Monday, July 18, 2016

The Natural Prayer of the Soul



The Eye of the Storm by Patrick White

The Australian novelist and Nobel Laureate Patrick White is one of those literary giants whose work few people seem to read any more. His voice, his style, while in many ways expressly, distinctly modern, are of another rhythm, another age.

In his illuminating short essay on the experience of translating the poetry of Paul Celan, John Felstiner quotes Celan as having remarked, as if as his credo, “Attentiveness is the natural prayer of the soul…” It is a statement that naturally makes one think of poetry itself, and of the poets who write it, those who live by what they notice, what they see. Yet such is the purpose, finally, the achievement, of all great writing, that of lifting the blinders from our eyes. It is this devotion to patient, hard-won observation, to turning the world around him inside-out, that distinguishes the novels of Patrick White, the very pages of which seem to twitch and shudder with life. What he notices few of us have ever seen, at least with such intensity, such affection, detail; still, we know that he is right, that he has seen us (his characters) clearly, seen us well; we know it because he taps something ancient in us, something latent in our brains, perhaps reminding us of how we used to see, of how we once used to be.

I have now spent the better part of three days making my way through his extraordinarily fine novel, The Eye of the Storm, while sitting by the fountain in the small cool garden at the side of my house. I read and read until something—a phrase, a hummingbird—makes me look up and the effect is nearly always the same. The fine focus of White’s prose, that densely woven world in which I was just engrossed, has been superimposed upon the world about me here, in New Mexico, in the garden where I sit—upon the fountain, upon the lavender and rosemary, upon the clatter of dishes inside. For a shimmering instant it is as though I am sensing this too through the lens of White’s eye. And for a time—brief as that may be—I feel I actually do see better, see more, and more truly, as if the world itself is anxious to be seen.

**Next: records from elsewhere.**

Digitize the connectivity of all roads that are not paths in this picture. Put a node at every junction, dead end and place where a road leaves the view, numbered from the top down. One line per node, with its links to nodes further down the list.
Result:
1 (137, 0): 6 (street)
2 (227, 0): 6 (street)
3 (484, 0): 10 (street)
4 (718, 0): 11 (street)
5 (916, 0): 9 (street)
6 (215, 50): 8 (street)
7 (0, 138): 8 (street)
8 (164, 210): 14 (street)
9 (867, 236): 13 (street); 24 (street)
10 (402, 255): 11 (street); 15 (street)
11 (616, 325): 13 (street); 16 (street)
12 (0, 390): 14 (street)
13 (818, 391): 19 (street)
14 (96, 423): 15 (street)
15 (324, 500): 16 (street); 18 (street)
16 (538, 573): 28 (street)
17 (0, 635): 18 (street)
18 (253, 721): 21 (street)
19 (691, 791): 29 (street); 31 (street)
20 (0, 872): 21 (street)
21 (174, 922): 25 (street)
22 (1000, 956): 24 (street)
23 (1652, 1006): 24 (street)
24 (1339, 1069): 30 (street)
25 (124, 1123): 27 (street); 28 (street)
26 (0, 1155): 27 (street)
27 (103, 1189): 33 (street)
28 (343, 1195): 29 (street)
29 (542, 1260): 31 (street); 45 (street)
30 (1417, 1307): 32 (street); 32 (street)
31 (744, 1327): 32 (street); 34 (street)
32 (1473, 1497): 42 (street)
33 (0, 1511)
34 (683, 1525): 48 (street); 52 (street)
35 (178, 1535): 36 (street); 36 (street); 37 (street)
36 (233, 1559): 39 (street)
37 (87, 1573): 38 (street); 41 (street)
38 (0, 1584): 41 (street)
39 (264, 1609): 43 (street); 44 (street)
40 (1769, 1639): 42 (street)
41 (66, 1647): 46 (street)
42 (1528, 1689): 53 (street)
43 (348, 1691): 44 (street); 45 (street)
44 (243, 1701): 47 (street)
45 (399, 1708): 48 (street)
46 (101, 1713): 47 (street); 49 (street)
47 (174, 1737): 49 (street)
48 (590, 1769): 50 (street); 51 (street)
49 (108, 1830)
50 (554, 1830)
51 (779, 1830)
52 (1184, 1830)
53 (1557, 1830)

As in so much great literature, this novel is born of a reunion, of the fateful gathering of a mother and a daughter and a son. Set in the Sydney suburb of Centennial Park, it focuses on the once-beautiful, now blind and embittered widow and matriarch, Elizabeth Hunter (the lilac wig, the deliquescent smile), who spends her days in bed, attended—like a diva or Fury or queen—by her trusty lawyer, and by an eccentric collection of nurses, each of whom (this too is White’s genius) we come to know quite well.

When the novel opens Elizabeth is awaiting the arrival from France of her recently divorced daughter, Dorothy, an adoptive aristocrat by the name of Princesse de Lascabane, and of her son, Basil, a celebrated, if increasingly superannuated stage actor in London. What follows is a finely textured family drama of cruelty, impotence, and longing that is worthy of the stage itself, an antipodean King Lear (as one critic put it) in which the stakes for each of the players are as tragic, as fateful, as they are petty, ruthless, and vain.


Well-known for his novel The Vivisector, White himself was a master of that same trade, peeling back the skin of his characters to consider the mysteries within. Here, to give you a taste of his language, his prose, is the chastened daughter, Dorothy, just returned from France, as she considers her mother holding court from her bed:

At her most loving, Mother had never been able to resist the cruel thrust. To have loved her in the prime of her beauty, as many had, was like loving, or ‘admiring’ rather, a jeweled scabbard in which a sword was hidden: which would clatter out under the influence of some peculiar frenzy, to slash off your ears, the fingers, the tongues, or worse, impale the hearts, of those who worshipped. And yet we continued to offer ourselves, if reluctantly. As they still do, it appears: to this ancient scabbard, from which the jewels have loosened and scattered, the blind sockets filled instead with verdigris, itself a vengeful semi-jewelry, the sword still sharp in spite of age and use.

“One seeks among debased superlatives for words that would convey the grandeur of The Eye of the Storm,” writes Shirley Hazzard, in her review of the novel for The New York Times, “not in destitute slogans but in tribute to its high intellect, its fidelity to our victories and confusions, its beauty and heroic maturity… every passage merits attention and gives satisfaction.” I couldn’t have said it better myself.